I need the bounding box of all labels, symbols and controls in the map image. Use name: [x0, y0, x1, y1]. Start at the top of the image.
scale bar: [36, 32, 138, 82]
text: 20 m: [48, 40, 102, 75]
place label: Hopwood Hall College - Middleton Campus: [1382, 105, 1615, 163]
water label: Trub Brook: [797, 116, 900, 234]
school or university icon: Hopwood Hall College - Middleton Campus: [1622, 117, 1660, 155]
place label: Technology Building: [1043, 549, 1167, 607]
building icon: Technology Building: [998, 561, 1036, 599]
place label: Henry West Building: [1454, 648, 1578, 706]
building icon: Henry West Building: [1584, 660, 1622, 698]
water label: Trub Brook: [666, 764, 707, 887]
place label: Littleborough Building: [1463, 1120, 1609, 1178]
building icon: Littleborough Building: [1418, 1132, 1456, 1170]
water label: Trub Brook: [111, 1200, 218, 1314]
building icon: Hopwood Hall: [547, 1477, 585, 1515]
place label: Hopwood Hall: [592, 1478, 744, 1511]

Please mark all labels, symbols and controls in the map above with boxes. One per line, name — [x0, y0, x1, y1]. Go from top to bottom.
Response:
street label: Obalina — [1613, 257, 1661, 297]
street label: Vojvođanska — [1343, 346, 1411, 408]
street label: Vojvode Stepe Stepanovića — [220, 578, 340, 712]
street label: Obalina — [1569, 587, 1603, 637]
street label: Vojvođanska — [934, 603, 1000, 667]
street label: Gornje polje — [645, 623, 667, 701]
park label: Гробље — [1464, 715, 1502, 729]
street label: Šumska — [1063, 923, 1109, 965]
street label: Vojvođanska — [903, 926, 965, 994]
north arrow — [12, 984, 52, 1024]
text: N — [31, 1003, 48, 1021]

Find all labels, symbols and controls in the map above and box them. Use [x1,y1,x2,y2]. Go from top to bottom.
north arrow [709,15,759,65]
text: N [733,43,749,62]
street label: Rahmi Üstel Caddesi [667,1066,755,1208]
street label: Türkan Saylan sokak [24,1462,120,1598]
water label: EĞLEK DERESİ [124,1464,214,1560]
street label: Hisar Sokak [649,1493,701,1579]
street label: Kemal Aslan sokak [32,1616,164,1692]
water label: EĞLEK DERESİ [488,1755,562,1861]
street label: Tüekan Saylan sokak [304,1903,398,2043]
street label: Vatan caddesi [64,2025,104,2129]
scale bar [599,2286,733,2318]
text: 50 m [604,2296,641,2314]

────────

> What you should do
Repeat every entry exactly, please.

> Response box
I need the bounding box of all labels, symbols and controls in the map image. Use name: [x0, y0, x1, y1]. Start at the top of the image.
scale bar: [36, 32, 138, 82]
text: 20 m: [48, 40, 102, 75]
place label: Hopwood Hall College - Middleton Campus: [1382, 105, 1615, 163]
water label: Trub Brook: [797, 116, 900, 234]
school or university icon: Hopwood Hall College - Middleton Campus: [1622, 117, 1660, 155]
place label: Technology Building: [1043, 549, 1167, 607]
building icon: Technology Building: [998, 561, 1036, 599]
place label: Henry West Building: [1454, 648, 1578, 706]
building icon: Henry West Building: [1584, 660, 1622, 698]
water label: Trub Brook: [666, 764, 707, 887]
place label: Littleborough Building: [1463, 1120, 1609, 1178]
building icon: Littleborough Building: [1418, 1132, 1456, 1170]
water label: Trub Brook: [111, 1200, 218, 1314]
building icon: Hopwood Hall: [547, 1477, 585, 1515]
place label: Hopwood Hall: [592, 1478, 744, 1511]

Please mark all labels, symbols and controls in the map above with boxes. One per line, name — [x0, y0, x1, y1]. Go from top to bottom.
Response:
street label: Obalina — [1613, 257, 1661, 297]
street label: Vojvođanska — [1343, 346, 1411, 408]
street label: Vojvode Stepe Stepanovića — [220, 578, 340, 712]
street label: Obalina — [1569, 587, 1603, 637]
street label: Vojvođanska — [934, 603, 1000, 667]
street label: Gornje polje — [645, 623, 667, 701]
park label: Гробље — [1464, 715, 1502, 729]
street label: Šumska — [1063, 923, 1109, 965]
street label: Vojvođanska — [903, 926, 965, 994]
north arrow — [12, 984, 52, 1024]
text: N — [31, 1003, 48, 1021]

Find all labels, symbols and controls in the map above and box them. Use [x1,y1,x2,y2]. Go from top to bottom.
north arrow [709,15,759,65]
text: N [733,43,749,62]
street label: Rahmi Üstel Caddesi [667,1066,755,1208]
street label: Türkan Saylan sokak [24,1462,120,1598]
water label: EĞLEK DERESİ [124,1464,214,1560]
street label: Hisar Sokak [649,1493,701,1579]
street label: Kemal Aslan sokak [32,1616,164,1692]
water label: EĞLEK DERESİ [488,1755,562,1861]
street label: Tüekan Saylan sokak [304,1903,398,2043]
street label: Vatan caddesi [64,2025,104,2129]
scale bar [599,2286,733,2318]
text: 50 m [604,2296,641,2314]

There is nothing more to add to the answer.